18 Tips for Creating Your LinkedIn Profile
April 7, 2020
Tips to Create LinkedIn Profile

Alright, the time has come for you to create your magical LinkedIn profile in our blooming age of the internet. But what if you do it wrong? LinkedIn is truly like no other popular social media. How are you supposed to know all the unspoken rules that come with having an account? Well, we have some good news for you. We’ve gone ahead and compiled a list of 18 things that you should include on your profile to make sure it’s one of the latest and greatest.

1. Put in the time to make it amazing

Simply put, the more complete your profile is, the better your odds are that recruiters will find you in the first place. So, completeness is important from that standpoint. It’s also important after a recruiter has found you and decided to click on your profile. He or she wants to know what your skills are, where you’ve worked, and what people think of you.

So, (and we can’t stress this point enough) don’t get lazy. Fill out every single section of your profile. The good news? LinkedIn will actually measure the “completeness” of your profile as you work and offer suggestions on how to make it stronger. We recommend that you aim for at least an “advanced” rating on the LinkedIn scale.

2. Get a custom URL

It’s much easier than you might think to publicize your profile with a customized URL. Ideally, it will look something like linkedin.com/yourfullname, rather than the clunky combination of numbers that LinkedIn automatically assigns when you sign up.

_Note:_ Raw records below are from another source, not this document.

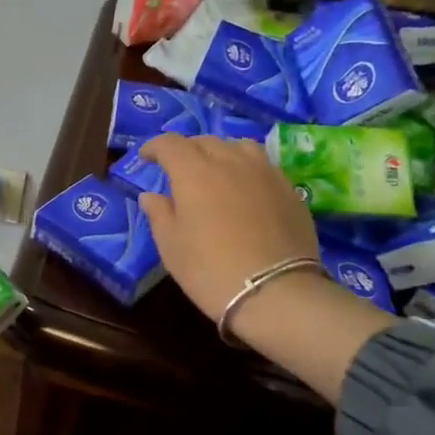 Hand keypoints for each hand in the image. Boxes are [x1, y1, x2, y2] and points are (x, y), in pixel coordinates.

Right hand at [136, 134, 393, 403]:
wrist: (274, 292)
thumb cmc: (210, 269)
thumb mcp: (171, 246)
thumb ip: (159, 214)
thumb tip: (151, 196)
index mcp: (194, 172)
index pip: (170, 144)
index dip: (154, 147)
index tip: (145, 157)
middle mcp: (230, 161)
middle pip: (204, 141)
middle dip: (186, 150)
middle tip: (177, 168)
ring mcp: (264, 172)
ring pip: (238, 146)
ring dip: (220, 152)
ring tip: (215, 170)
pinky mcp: (288, 189)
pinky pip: (262, 165)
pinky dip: (246, 168)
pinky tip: (244, 188) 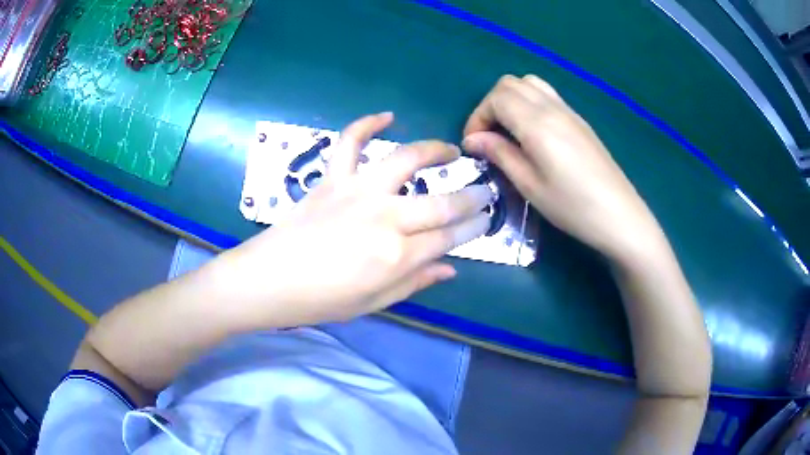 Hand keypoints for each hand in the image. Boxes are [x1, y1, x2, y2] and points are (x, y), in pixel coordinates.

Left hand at [221, 113, 494, 327]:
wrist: (268, 279)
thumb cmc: (320, 300)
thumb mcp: (372, 303)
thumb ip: (414, 283)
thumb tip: (450, 268)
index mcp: (396, 256)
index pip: (449, 237)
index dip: (473, 228)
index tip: (486, 219)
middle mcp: (384, 218)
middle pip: (441, 203)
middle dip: (471, 197)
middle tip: (485, 191)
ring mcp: (357, 192)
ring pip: (406, 160)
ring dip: (435, 150)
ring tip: (452, 151)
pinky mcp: (332, 178)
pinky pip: (350, 142)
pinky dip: (367, 123)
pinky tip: (387, 116)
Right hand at [462, 75, 664, 261]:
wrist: (619, 214)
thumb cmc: (572, 206)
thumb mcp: (530, 185)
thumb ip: (500, 154)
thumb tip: (473, 139)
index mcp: (537, 123)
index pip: (496, 98)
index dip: (478, 117)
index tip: (475, 144)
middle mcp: (551, 107)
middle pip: (510, 84)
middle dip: (491, 105)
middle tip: (489, 137)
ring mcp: (568, 111)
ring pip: (529, 84)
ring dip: (510, 100)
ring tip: (509, 131)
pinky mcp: (579, 120)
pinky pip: (547, 95)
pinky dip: (529, 103)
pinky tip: (533, 133) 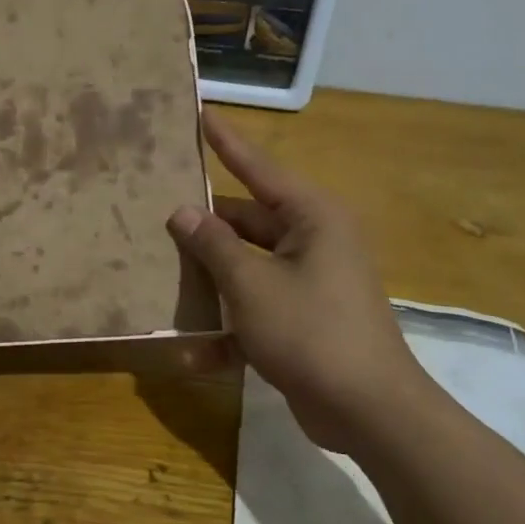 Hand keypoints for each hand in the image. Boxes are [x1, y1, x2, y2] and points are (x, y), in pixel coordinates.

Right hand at [167, 110, 431, 449]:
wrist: (367, 410)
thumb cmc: (310, 332)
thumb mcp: (251, 285)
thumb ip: (213, 245)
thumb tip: (183, 213)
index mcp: (312, 218)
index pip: (259, 168)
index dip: (227, 142)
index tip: (202, 113)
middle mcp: (314, 241)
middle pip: (247, 220)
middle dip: (204, 222)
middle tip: (156, 208)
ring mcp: (310, 281)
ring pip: (247, 263)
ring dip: (211, 273)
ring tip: (160, 264)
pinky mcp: (303, 318)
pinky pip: (257, 303)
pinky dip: (230, 320)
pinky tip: (193, 343) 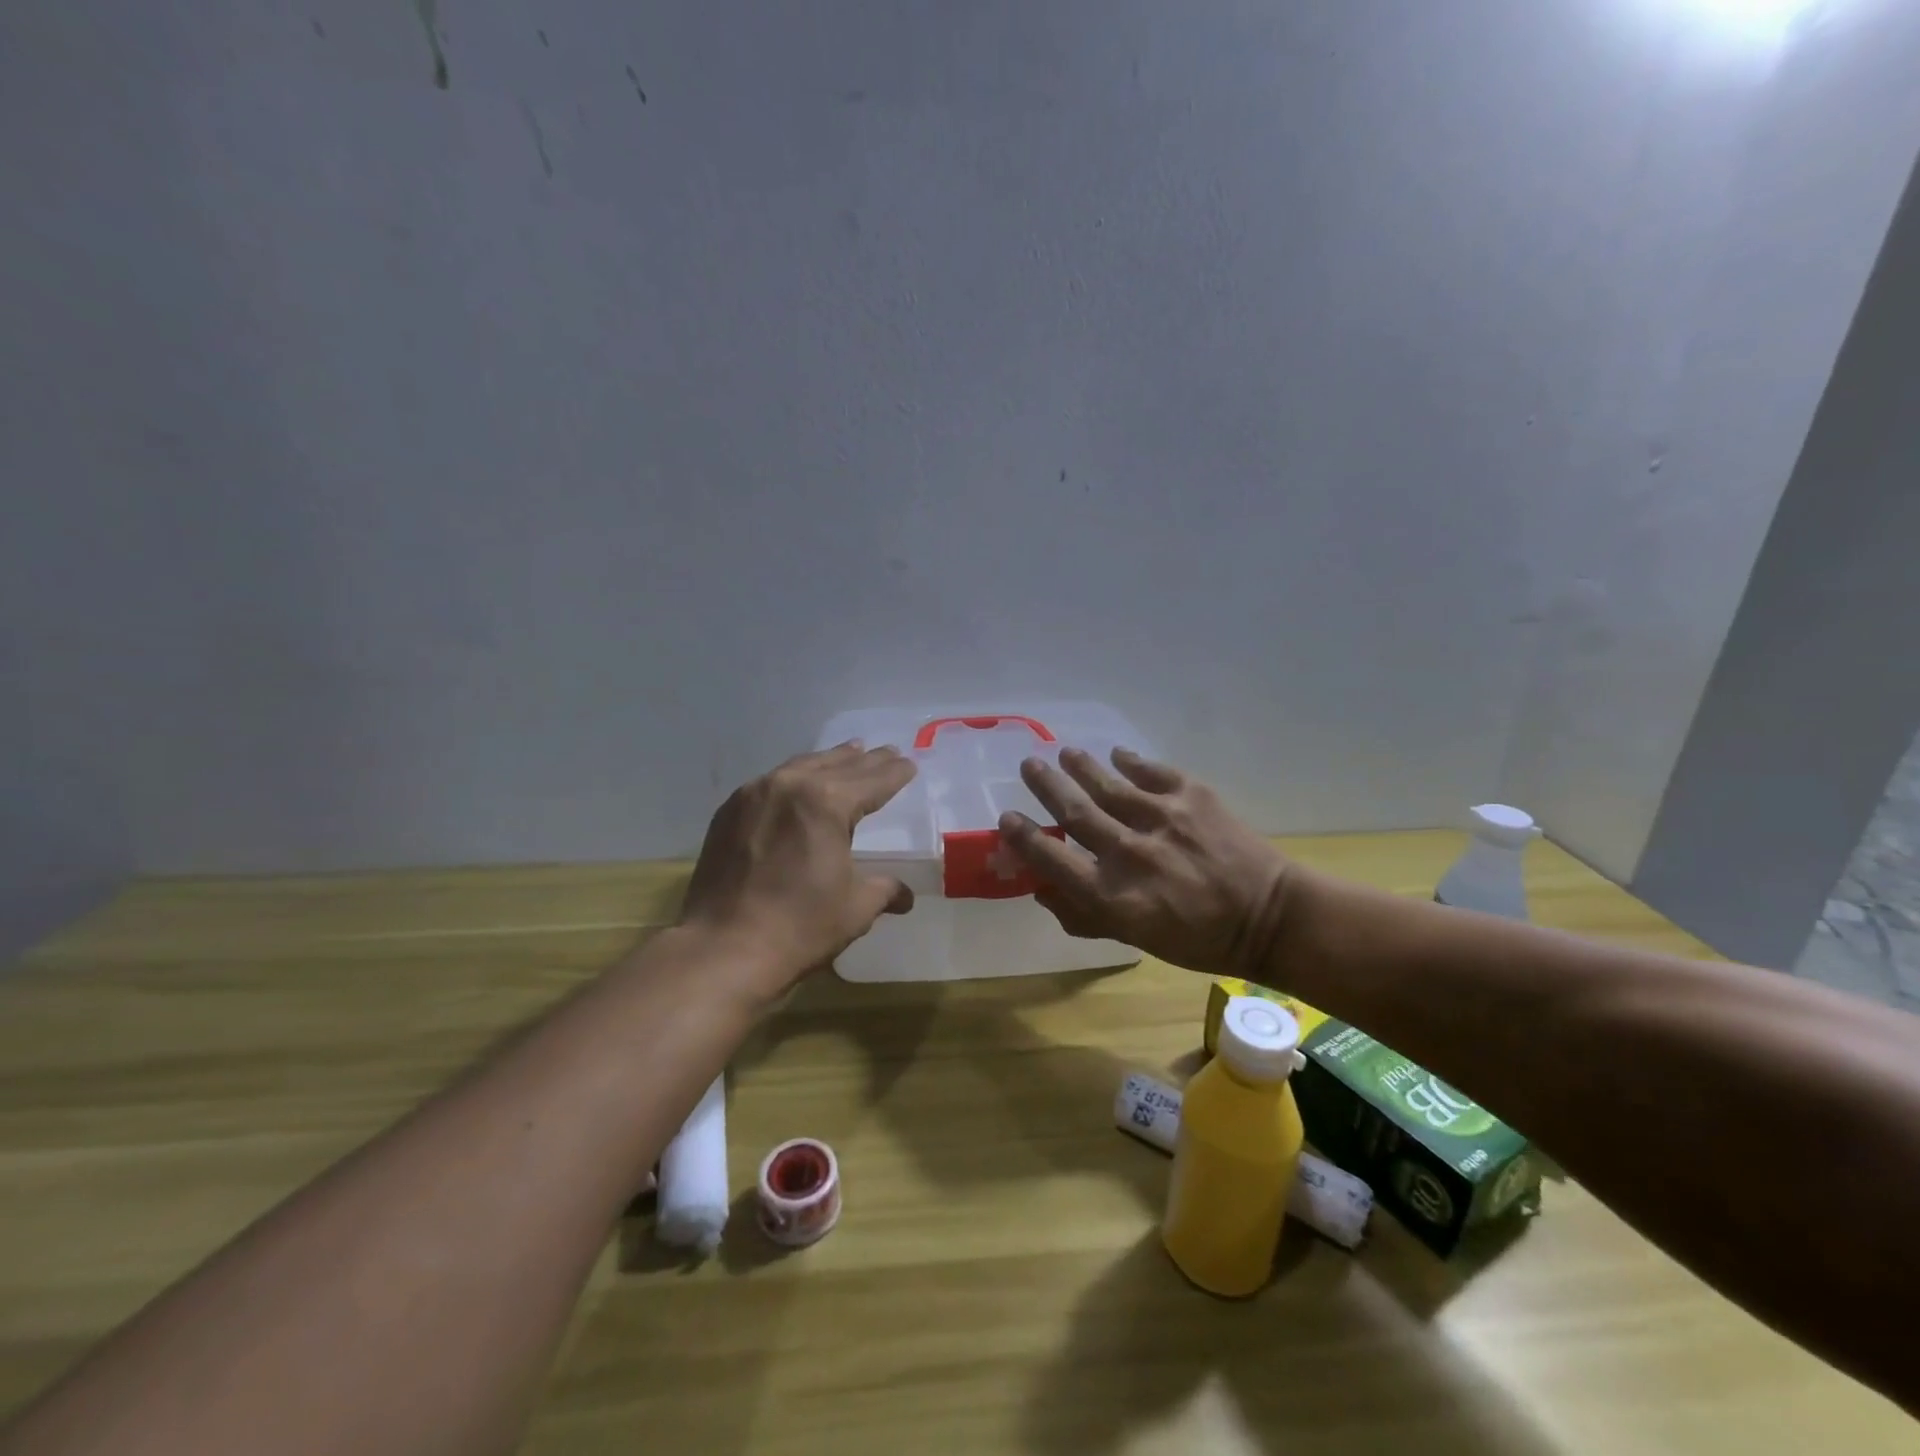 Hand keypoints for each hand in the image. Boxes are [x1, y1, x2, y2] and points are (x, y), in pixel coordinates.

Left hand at [679, 742, 916, 990]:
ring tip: (850, 754)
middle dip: (866, 761)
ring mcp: (754, 794)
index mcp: (827, 802)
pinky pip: (771, 782)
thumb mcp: (855, 908)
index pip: (872, 781)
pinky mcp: (729, 812)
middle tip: (888, 753)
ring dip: (830, 761)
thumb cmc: (799, 927)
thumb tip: (905, 895)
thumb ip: (884, 890)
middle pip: (838, 765)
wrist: (722, 949)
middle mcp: (790, 785)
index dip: (894, 773)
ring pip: (801, 766)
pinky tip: (800, 783)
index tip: (909, 764)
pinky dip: (795, 777)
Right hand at [1000, 747, 1292, 977]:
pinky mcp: (1191, 796)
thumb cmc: (1197, 938)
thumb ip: (1084, 915)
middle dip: (1045, 785)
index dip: (1023, 837)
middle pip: (1074, 811)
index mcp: (1112, 894)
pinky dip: (1131, 760)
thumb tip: (1041, 890)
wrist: (1268, 918)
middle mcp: (1129, 852)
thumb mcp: (1135, 938)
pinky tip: (1118, 754)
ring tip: (1065, 753)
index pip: (1051, 858)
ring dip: (1081, 766)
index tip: (1007, 819)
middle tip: (1029, 765)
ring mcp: (1161, 819)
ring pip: (1107, 784)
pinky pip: (1151, 770)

How do you get one? On the Edit Profile screen, at the bottom of the gray window that shows your basic information, you’ll see a Public Profile URL. Click “Edit” next to the URL and specify what you’d like your address to be. When you’re finished, click Set Custom URL. Voilà! You now have a new custom URL and made marketing yourself that much easier.

3. Choose a great photo

Choose a clear, friendly, appropriate, and professional image, and pop that baby up there. Not sure what “appropriate and professional” means? Take a look around at what the people in your target company, industry sector, or business level are wearing. Match that. (Pro tip: “If you can show yourself in action, do it.”

Still unsure about that tip, well take it from this guy who’s done it. “A photo can go a long way to convey passion, energy, charisma, empathy, and other soft skills that are hard to write about.”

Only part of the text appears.